**REQUIRED ACTION:** Going through the data below, copy out each line where the word "dead" shows up.

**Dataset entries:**
☆ ☆ ☆
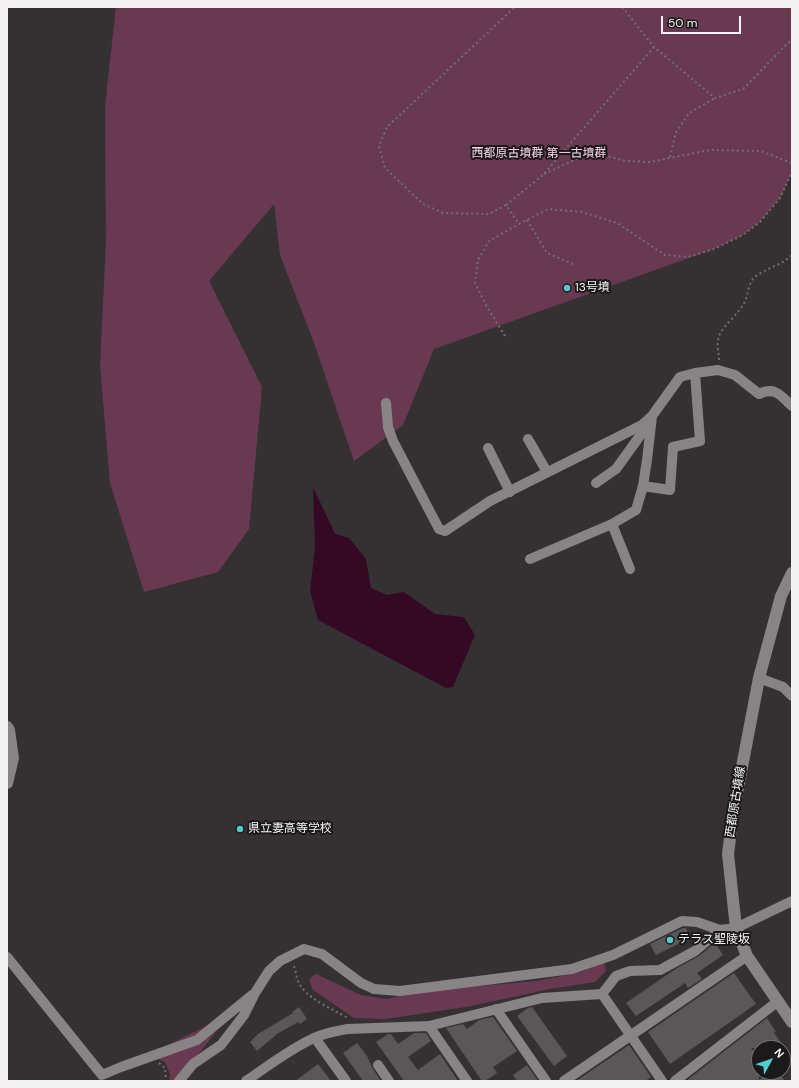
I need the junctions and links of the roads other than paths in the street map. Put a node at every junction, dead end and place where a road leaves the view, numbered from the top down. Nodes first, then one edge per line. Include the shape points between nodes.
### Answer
1 (695, 373) junction
2 (386, 403) dead end
3 (792, 406) edge
4 (652, 416) junction
5 (642, 425) junction
6 (528, 439) dead end
7 (488, 448) dead end
8 (548, 472) junction
9 (596, 483) dead end
10 (642, 486) junction
11 (510, 492) junction
12 (612, 524) junction
13 (530, 559) dead end
14 (630, 569) dead end
15 (792, 573) edge
16 (759, 678) junction
17 (792, 696) edge
18 (7, 727) edge
19 (7, 783) edge
20 (792, 901) edge
21 (736, 928) junction
22 (720, 930) junction
23 (747, 956) junction
24 (7, 957) edge
25 (255, 992) junction
26 (602, 994) junction
27 (777, 1002) junction
28 (496, 1009) junction
29 (792, 1022) edge
30 (429, 1026) junction
31 (632, 1036) junction
32 (315, 1038) junction
33 (378, 1065) dead end
34 (102, 1078) edge
35 (180, 1081) edge
36 (246, 1081) edge
37 (346, 1081) edge
38 (389, 1081) edge
39 (467, 1081) edge
40 (546, 1081) edge
41 (564, 1081) edge
42 (662, 1081) edge
43 (675, 1081) edge

1 - 3 street via 718,370 735,375 759,394 766,391 777,392
1 - 4 street via 680,377
1 - 10 street via 700,441 673,447 670,490
2 - 11 street via 388,427 393,441 439,529 445,531 490,501
4 - 5 street
4 - 10 street
5 - 8 street
5 - 9 street via 642,433 616,469
6 - 8 street
7 - 11 street
8 - 11 street
10 - 12 street via 636,510
12 - 13 street
12 - 14 street
15 - 16 main road, 西都原古墳線 via 781,596
16 - 17 street via 783,687
16 - 21 main road, 西都原古墳線 via 733,814 728,854
18 - 19 main road via 12,758
20 - 21 street
21 - 22 street
21 - 23 main road, 西都原古墳線
22 - 25 street via 697,922 682,921 613,955 572,969 400,991 374,989 361,983 322,954 304,949 280,961 269,971
22 - 26 street via 695,951 660,970 630,971 616,976
23 - 27 main road, 西都原古墳線
23 - 31 street
24 - 34 street
25 - 34 street via 197,1040 121,1067
25 - 35 street via 244,1015 221,1045 193,1064
26 - 28 street via 542,998
26 - 31 street
27 - 29 main road, 西都原古墳線
27 - 43 street
28 - 30 street
28 - 40 street
30 - 32 street via 347,1029
30 - 39 street
31 - 41 street
31 - 42 street
32 - 36 street
32 - 37 street
33 - 38 street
☆ ☆ ☆
**RESULT OF THE TASK:**
I need the junctions and links of the roads other than paths in the street map. Put a node at every junction, dead end and place where a road leaves the view, numbered from the top down. Nodes first, then one edge per line. Include the shape points between nodes.
2 (386, 403) dead end
6 (528, 439) dead end
7 (488, 448) dead end
9 (596, 483) dead end
13 (530, 559) dead end
14 (630, 569) dead end
33 (378, 1065) dead end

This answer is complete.